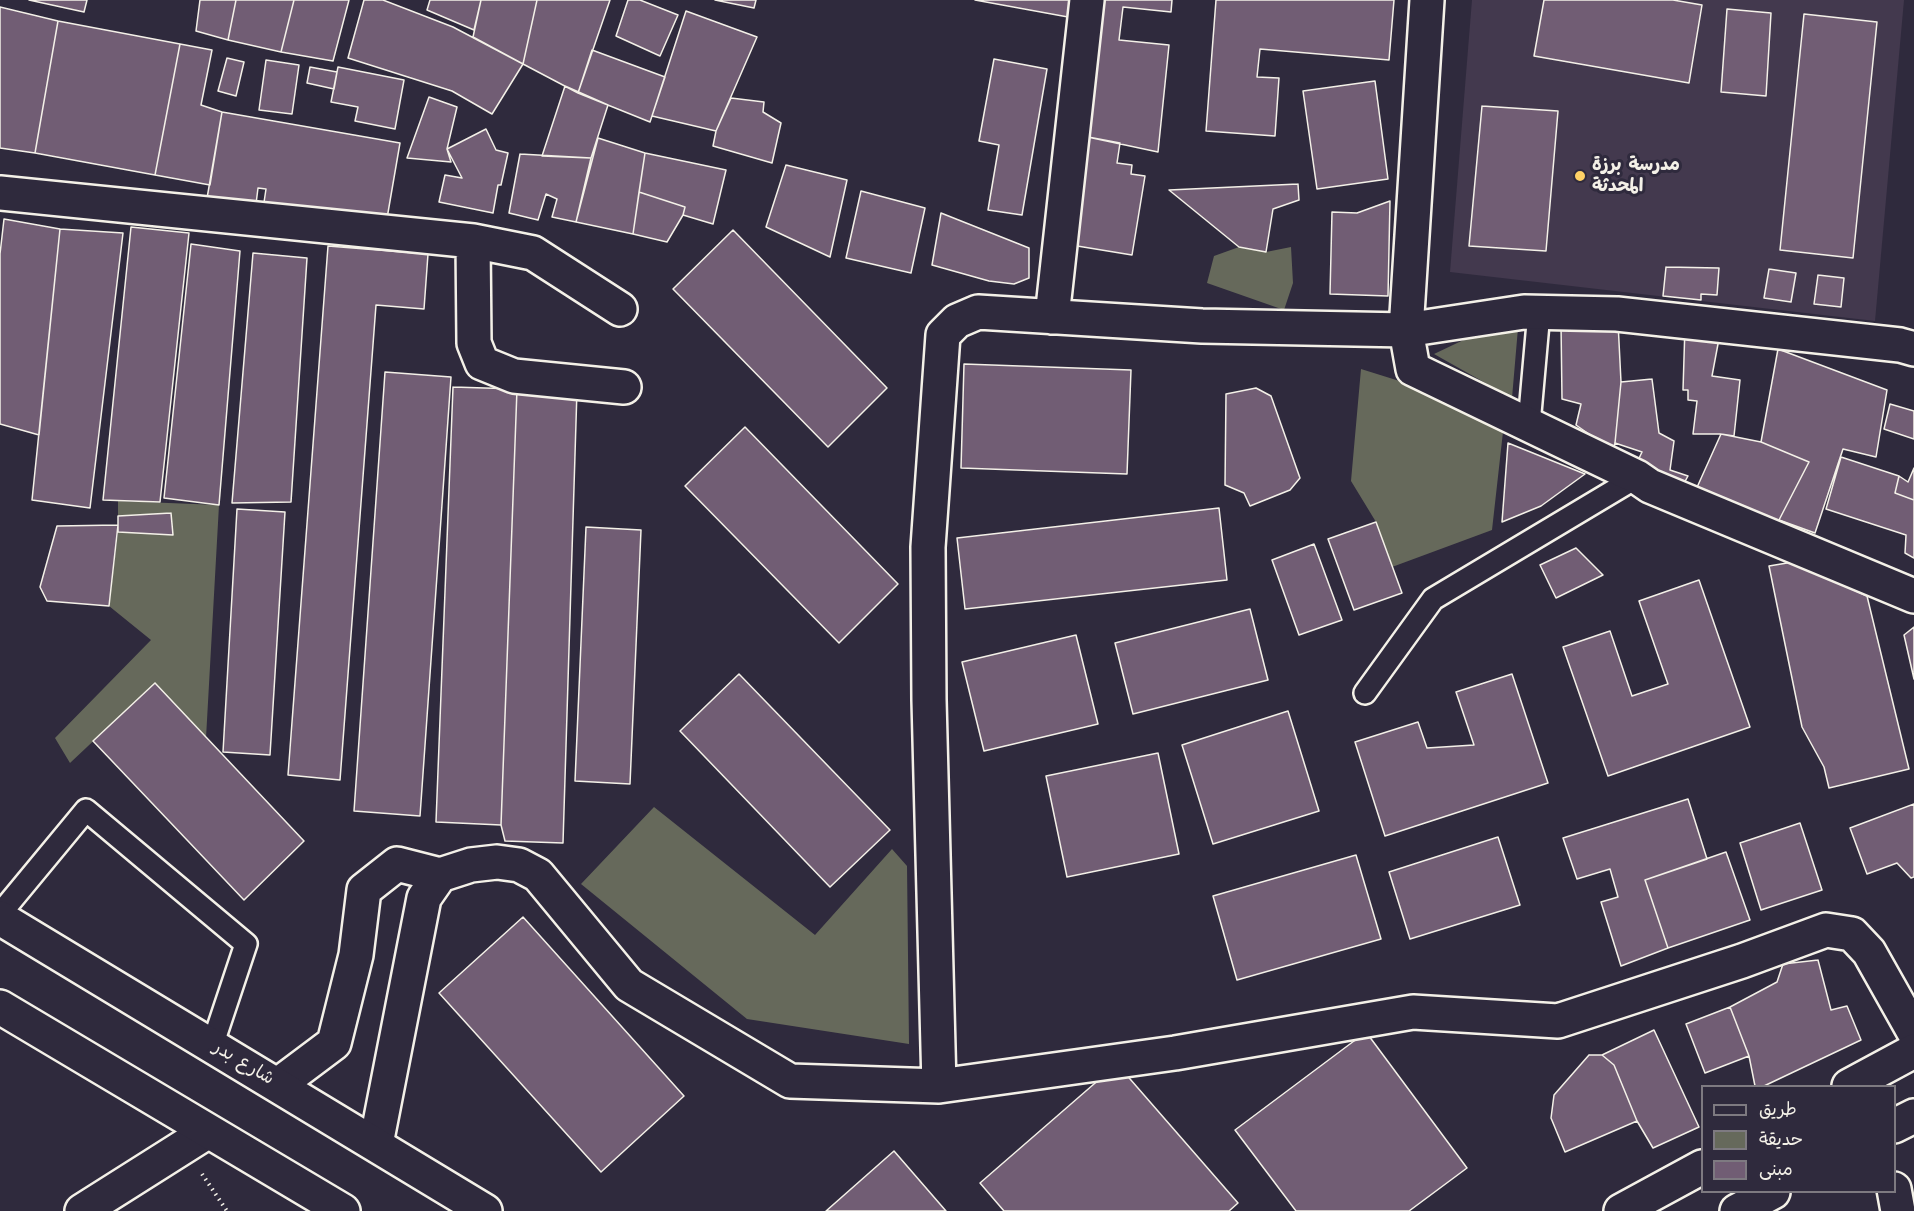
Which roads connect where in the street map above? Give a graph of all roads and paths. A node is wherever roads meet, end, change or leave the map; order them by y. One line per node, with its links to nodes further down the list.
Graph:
1 (1087, 0): 7 (street)
2 (1427, 0): 8 (street)
3 (0, 193): 4 (street)
4 (473, 241): 5 (street); 10 (street)
5 (620, 309)
6 (1539, 312): 8 (street); 9 (street); 11 (lane)
7 (1052, 317): 8 (street); 23 (street)
8 (1406, 330): 11 (street)
9 (1914, 349)
10 (624, 387)
11 (1529, 424): 12 (street)
12 (1637, 477): 13 (street); 14 (lane)
13 (1914, 596)
14 (1365, 693)
15 (440, 874): 21 (street); 23 (street); 27 (street)
16 (0, 916): 19 (street, شارع بدر); 19 (lane)
17 (0, 1007): 26 (street)
18 (1914, 1032): 23 (street)
19 (212, 1046): 21 (street, شارع بدر)
20 (1914, 1051): 22 (street)
21 (278, 1085): 27 (street, شارع بدر)
22 (1851, 1085)
23 (939, 1086)
24 (1914, 1116): 25 (street)
25 (1896, 1125)
26 (196, 1139): 31 (street); 32 (path); 33 (street)
27 (376, 1144): 34 (street, شارع بدر)
28 (1701, 1168): 35 (street)
29 (1769, 1193): 36 (street)
30 (1895, 1193): 37 (street)
31 (82, 1211)
32 (227, 1211)
33 (343, 1211)
34 (485, 1211)
35 (1621, 1211)
36 (1737, 1211)
37 (1898, 1211)

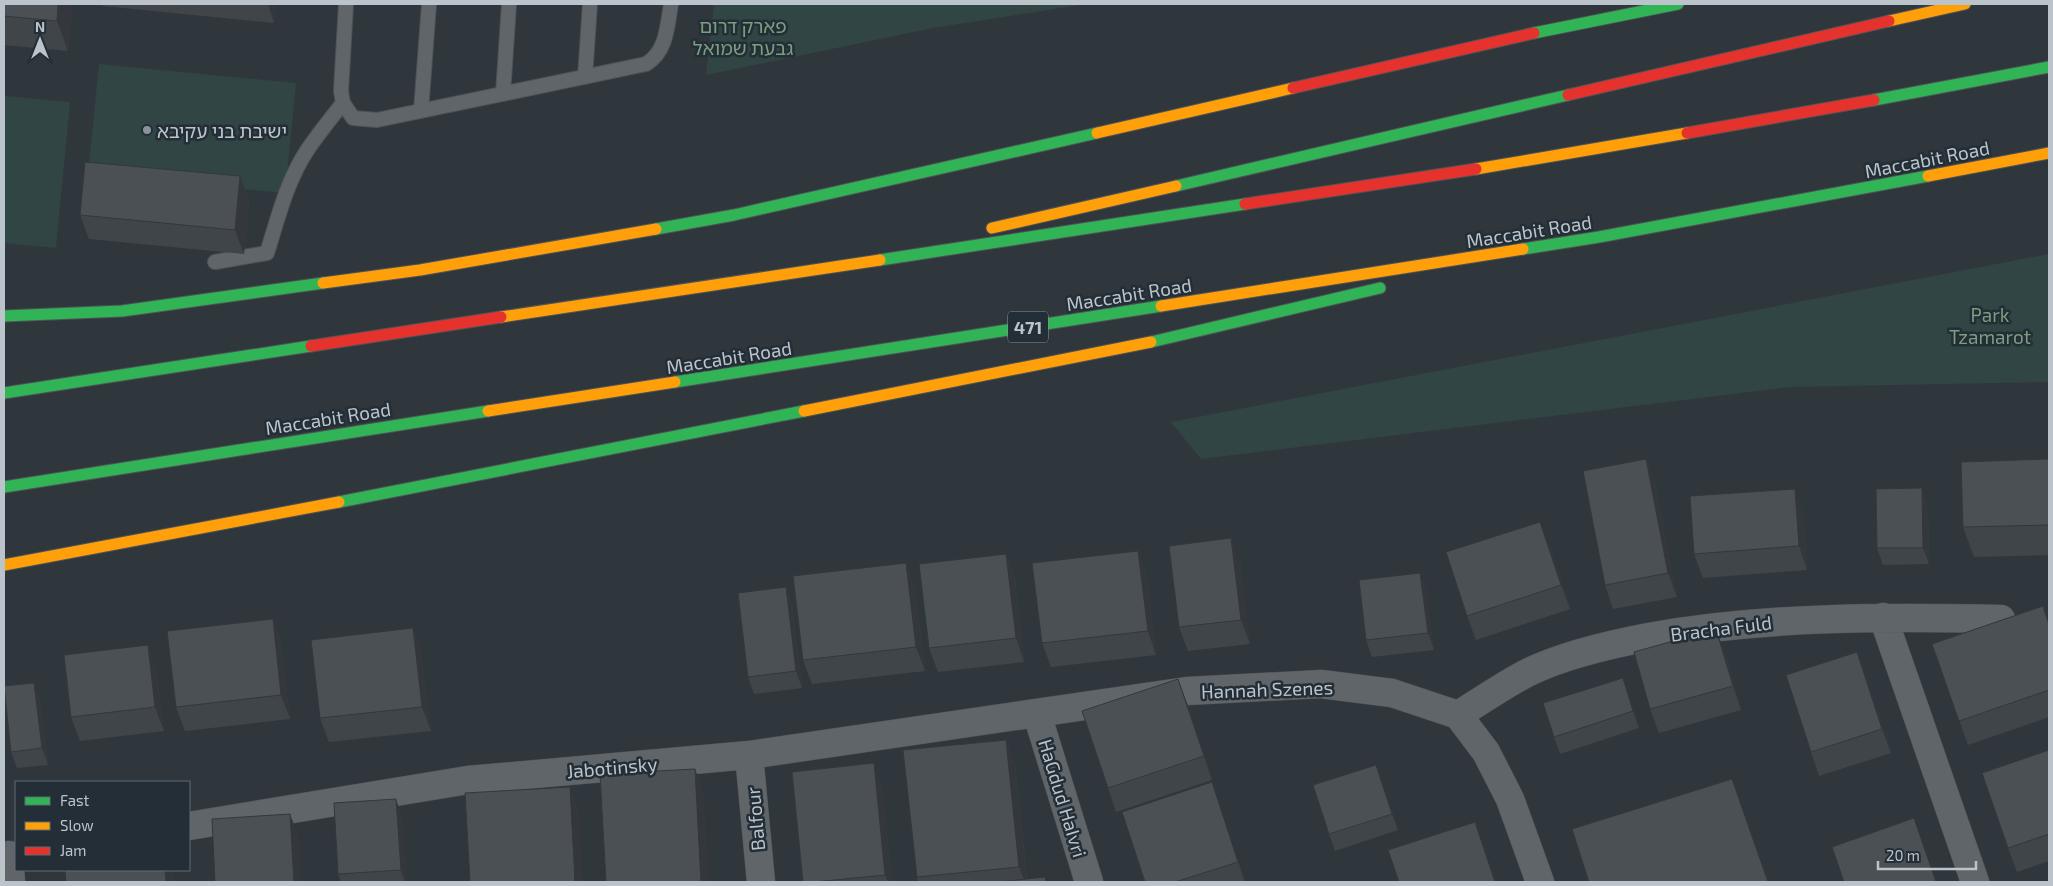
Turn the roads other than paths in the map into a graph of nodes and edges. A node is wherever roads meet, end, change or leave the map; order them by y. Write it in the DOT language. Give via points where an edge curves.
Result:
graph roads {
  1 [pos="346,4"];
  2 [pos="429,4"];
  3 [pos="509,4"];
  4 [pos="590,4"];
  5 [pos="671,4"];
  6 [pos="1678,4"];
  7 [pos="1966,4"];
  8 [pos="2049,67"];
  9 [pos="585,77"];
  10 [pos="503,94"];
  11 [pos="343,103"];
  12 [pos="421,111"];
  13 [pos="2049,152"];
  14 [pos="983,230"];
  15 [pos="954,237"];
  16 [pos="1599,237"];
  17 [pos="215,262"];
  18 [pos="1443,274"];
  19 [pos="789,275"];
  20 [pos="1394,285"];
  21 [pos="4,316"];
  22 [pos="4,393"];
  23 [pos="4,487"];
  24 [pos="4,565"];
  25 [pos="1883,617"];
  26 [pos="2002,619"];
  27 [pos="1037,714"];
  28 [pos="1458,715"];
  29 [pos="750,755"];
  30 [pos="190,826"];
  31 [pos="10,855"];
  32 [pos="11,882"];
  33 [pos="761,882"];
  34 [pos="1089,882"];
  35 [pos="1540,882"];
  36 [pos="1976,882"];
  1 -- 11 [label="lane"];
  2 -- 12 [label="lane"];
  3 -- 10 [label="lane"];
  4 -- 9 [label="lane"];
  5 -- 9 [label="lane" via="664,42 657,57 646,64"];
  6 -- 21 [label="main road" via="1531,34 734,214 410,272 122,311"];
  7 -- 14 [label="main road"];
  8 -- 19 [label="main road" via="1483,168"];
  9 -- 10 [label="lane"];
  10 -- 12 [label="lane"];
  11 -- 12 [label="lane" via="353,118 377,120"];
  11 -- 17 [label="lane" via="307,150 295,172 267,253"];
  13 -- 16 [label="main road, Maccabit Road / 471"];
  15 -- 19 [label="main road"];
  16 -- 18 [label="main road"];
  16 -- 23 [label="main road, Maccabit Road / 471"];
  19 -- 22 [label="main road"];
  20 -- 24 [label="main road" via="1132,346 280,514"];
  25 -- 26 [label="street, Bracha Fuld"];
  25 -- 28 [label="street, Bracha Fuld" via="1769,622 1677,632 1606,645 1530,671"];
  25 -- 36 [label="street"];
  27 -- 28 [label="street, Hannah Szenes" via="1187,692 1321,684 1392,693"];
  27 -- 29 [label="street, Jabotinsky"];
  27 -- 34 [label="street, HaGdud HaIvri"];
  28 -- 35 [label="street" via="1486,752 1510,799"];
  29 -- 30 [label="street, Jabotinsky" via="468,780"];
  29 -- 33 [label="street, Balfour"];
  31 -- 32 [label="street"];
}
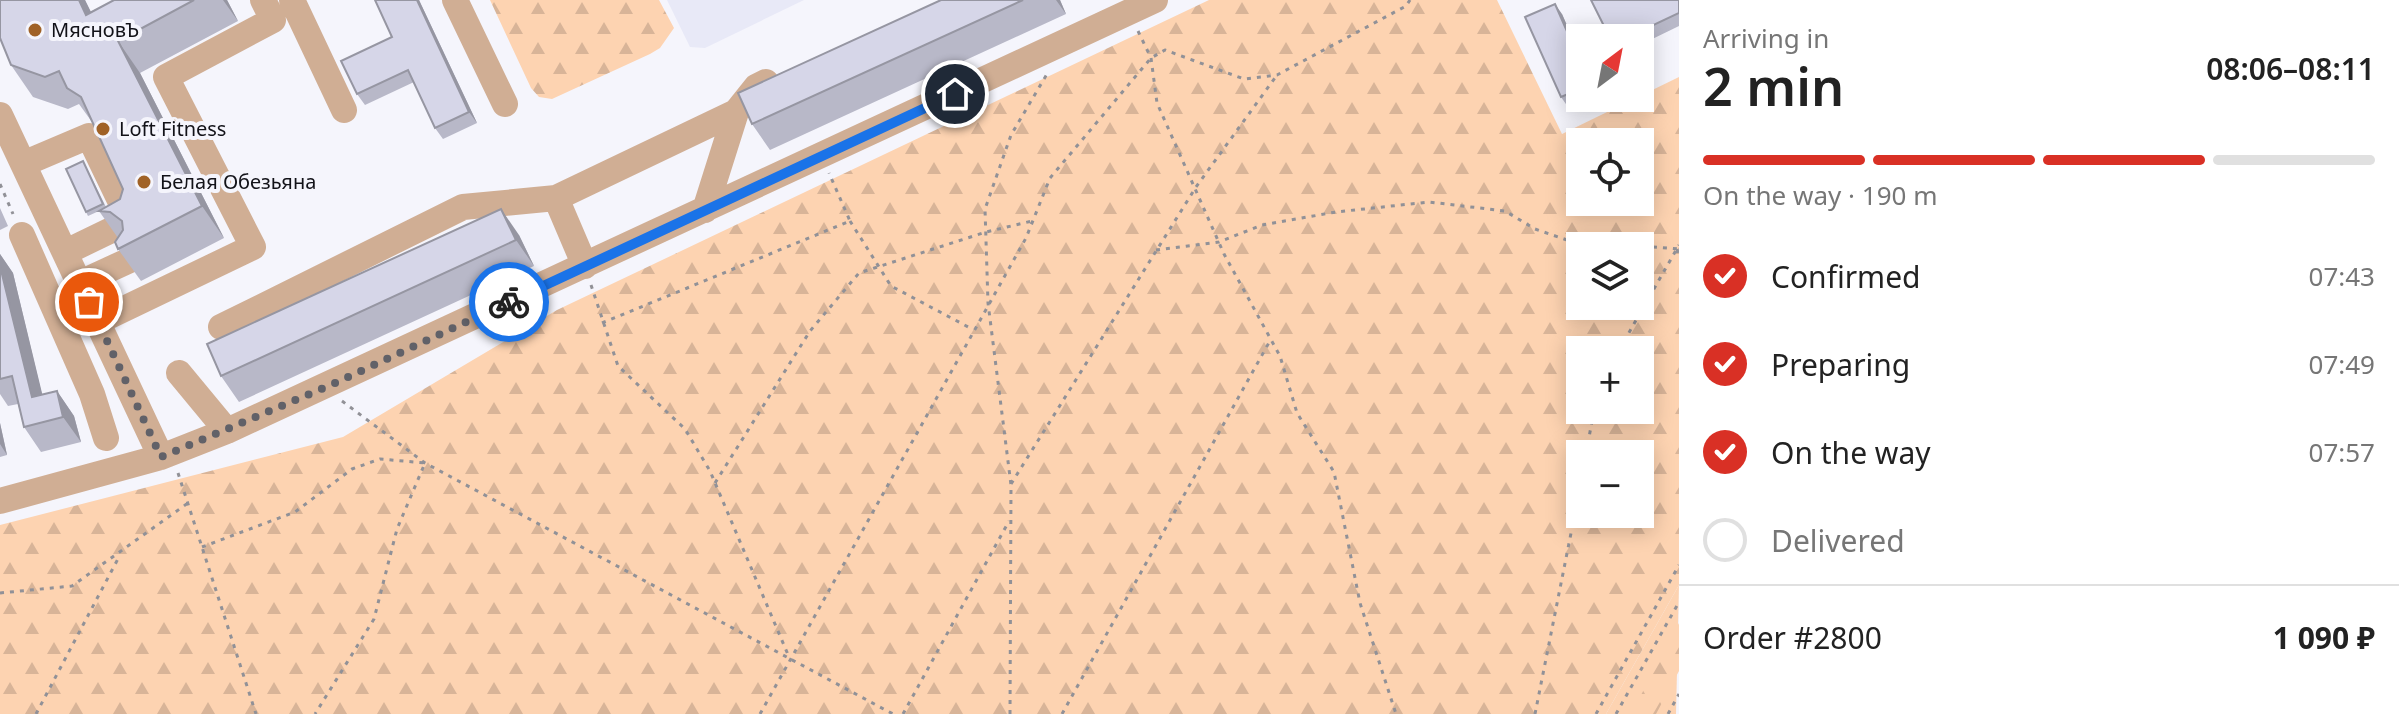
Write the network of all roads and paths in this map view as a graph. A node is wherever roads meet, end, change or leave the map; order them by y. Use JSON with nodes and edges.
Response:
{"nodes":[{"id":1,"x":263,"y":0,"type":"edge"},
{"id":2,"x":292,"y":0,"type":"edge"},
{"id":3,"x":455,"y":0,"type":"edge"},
{"id":4,"x":1155,"y":0,"type":"edge"},
{"id":5,"x":1410,"y":0,"type":"edge"},
{"id":6,"x":1129,"y":12,"type":"edge"},
{"id":7,"x":1061,"y":43,"type":"junction"},
{"id":8,"x":1151,"y":58,"type":"junction"},
{"id":9,"x":783,"y":74,"type":"edge"},
{"id":10,"x":1277,"y":75,"type":"junction"},
{"id":11,"x":505,"y":104,"type":"dead end"},
{"id":12,"x":344,"y":110,"type":"dead end"},
{"id":13,"x":736,"y":112,"type":"junction"},
{"id":14,"x":4,"y":131,"type":"edge"},
{"id":15,"x":821,"y":156,"type":"junction"},
{"id":16,"x":23,"y":164,"type":"junction"},
{"id":17,"x":0,"y":184,"type":"edge"},
{"id":18,"x":1196,"y":187,"type":"junction"},
{"id":19,"x":556,"y":198,"type":"junction"},
{"id":20,"x":705,"y":210,"type":"junction"},
{"id":21,"x":850,"y":221,"type":"junction"},
{"id":22,"x":1033,"y":221,"type":"junction"},
{"id":23,"x":51,"y":222,"type":"junction"},
{"id":24,"x":986,"y":232,"type":"junction"},
{"id":25,"x":11,"y":240,"type":"edge"},
{"id":26,"x":1219,"y":242,"type":"junction"},
{"id":27,"x":1678,"y":248,"type":"edge"},
{"id":28,"x":1156,"y":250,"type":"junction"},
{"id":29,"x":66,"y":252,"type":"junction"},
{"id":30,"x":1679,"y":258,"type":"edge"},
{"id":31,"x":130,"y":260,"type":"edge"},
{"id":32,"x":585,"y":266,"type":"junction"},
{"id":33,"x":879,"y":267,"type":"junction"},
{"id":34,"x":80,"y":283,"type":"junction"},
{"id":35,"x":988,"y":303,"type":"junction"},
{"id":36,"x":99,"y":321,"type":"junction"},
{"id":37,"x":602,"y":323,"type":"junction"},
{"id":38,"x":221,"y":327,"type":"dead end"},
{"id":39,"x":973,"y":330,"type":"junction"},
{"id":40,"x":1627,"y":336,"type":"edge"},
{"id":41,"x":1271,"y":339,"type":"junction"},
{"id":42,"x":179,"y":373,"type":"dead end"},
{"id":43,"x":344,"y":404,"type":"dead end"},
{"id":44,"x":227,"y":431,"type":"junction"},
{"id":45,"x":106,"y":438,"type":"dead end"},
{"id":46,"x":167,"y":455,"type":"junction"},
{"id":47,"x":425,"y":463,"type":"junction"},
{"id":48,"x":715,"y":483,"type":"junction"},
{"id":49,"x":1011,"y":485,"type":"junction"},
{"id":50,"x":0,"y":501,"type":"edge"},
{"id":51,"x":188,"y":503,"type":"junction"},
{"id":52,"x":1011,"y":518,"type":"junction"},
{"id":53,"x":1572,"y":528,"type":"edge"},
{"id":54,"x":202,"y":547,"type":"junction"},
{"id":55,"x":122,"y":552,"type":"junction"},
{"id":56,"x":1679,"y":565,"type":"edge"},
{"id":57,"x":0,"y":593,"type":"edge"},
{"id":58,"x":1679,"y":602,"type":"edge"},
{"id":59,"x":789,"y":658,"type":"junction"},
{"id":60,"x":1679,"y":694,"type":"edge"},
{"id":61,"x":36,"y":714,"type":"edge"},
{"id":62,"x":256,"y":714,"type":"edge"},
{"id":63,"x":315,"y":714,"type":"edge"},
{"id":64,"x":760,"y":714,"type":"edge"},
{"id":65,"x":893,"y":714,"type":"edge"},
{"id":66,"x":903,"y":714,"type":"edge"},
{"id":67,"x":1010,"y":714,"type":"edge"},
{"id":68,"x":1062,"y":714,"type":"edge"},
{"id":69,"x":1396,"y":714,"type":"edge"},
{"id":70,"x":1535,"y":714,"type":"edge"},
{"id":71,"x":1596,"y":714,"type":"edge"},
{"id":72,"x":1616,"y":714,"type":"edge"},
{"id":73,"x":1668,"y":714,"type":"edge"}],
"edges":[{"from":1,"to":36,"type":"street"},
{"from":2,"to":12,"type":"street"},
{"from":3,"to":11,"type":"street"},
{"from":4,"to":6,"type":"street"},
{"from":5,"to":10,"type":"path"},
{"from":6,"to":7,"type":"street"},
{"from":6,"to":8,"type":"path"},
{"from":7,"to":15,"type":"street"},
{"from":7,"to":24,"type":"path"},
{"from":8,"to":10,"type":"path"},
{"from":8,"to":18,"type":"path"},
{"from":8,"to":22,"type":"path"},
{"from":9,"to":13,"type":"street"},
{"from":10,"to":18,"type":"path"},
{"from":13,"to":19,"type":"street"},
{"from":13,"to":20,"type":"street"},
{"from":14,"to":16,"type":"street"},
{"from":15,"to":20,"type":"street"},
{"from":15,"to":21,"type":"path"},
{"from":16,"to":23,"type":"street"},
{"from":16,"to":29,"type":"street"},
{"from":17,"to":25,"type":"path"},
{"from":18,"to":26,"type":"path"},
{"from":18,"to":28,"type":"path"},
{"from":19,"to":32,"type":"street"},
{"from":19,"to":38,"type":"street"},
{"from":20,"to":32,"type":"street"},
{"from":21,"to":33,"type":"path"},
{"from":21,"to":37,"type":"path"},
{"from":22,"to":24,"type":"path"},
{"from":22,"to":35,"type":"path"},
{"from":23,"to":25,"type":"street"},
{"from":23,"to":29,"type":"street"},
{"from":24,"to":33,"type":"path"},
{"from":24,"to":35,"type":"path"},
{"from":25,"to":45,"type":"street"},
{"from":26,"to":27,"type":"path"},
{"from":26,"to":28,"type":"path"},
{"from":26,"to":41,"type":"path"},
{"from":27,"to":30,"type":"path"},
{"from":27,"to":40,"type":"path"},
{"from":28,"to":49,"type":"path"},
{"from":29,"to":34,"type":"street"},
{"from":31,"to":34,"type":"street"},
{"from":32,"to":37,"type":"path"},
{"from":32,"to":44,"type":"street"},
{"from":33,"to":39,"type":"path"},
{"from":33,"to":48,"type":"path"},
{"from":34,"to":36,"type":"street"},
{"from":35,"to":39,"type":"path"},
{"from":35,"to":49,"type":"path"},
{"from":36,"to":46,"type":"street"},
{"from":37,"to":48,"type":"path"},
{"from":39,"to":59,"type":"path"},
{"from":41,"to":68,"type":"path"},
{"from":41,"to":69,"type":"path"},
{"from":42,"to":44,"type":"street"},
{"from":43,"to":47,"type":"path"},
{"from":44,"to":46,"type":"street"},
{"from":46,"to":50,"type":"street"},
{"from":46,"to":51,"type":"path"},
{"from":47,"to":54,"type":"path"},
{"from":47,"to":59,"type":"path"},
{"from":47,"to":63,"type":"path"},
{"from":48,"to":59,"type":"path"},
{"from":49,"to":52,"type":"path"},
{"from":51,"to":54,"type":"path"},
{"from":51,"to":55,"type":"path"},
{"from":52,"to":66,"type":"path"},
{"from":52,"to":67,"type":"path"},
{"from":53,"to":70,"type":"path"},
{"from":54,"to":62,"type":"path"},
{"from":55,"to":57,"type":"path"},
{"from":55,"to":61,"type":"path"},
{"from":56,"to":71,"type":"path"},
{"from":58,"to":72,"type":"path"},
{"from":59,"to":64,"type":"path"},
{"from":59,"to":65,"type":"path"},
{"from":60,"to":73,"type":"path"}]}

= = =

PROBLEM REQUIREMENTS:
Only the count, nothing else: how many lines of the records hold the word "lane"?

WRITTEN RESPONSE:
12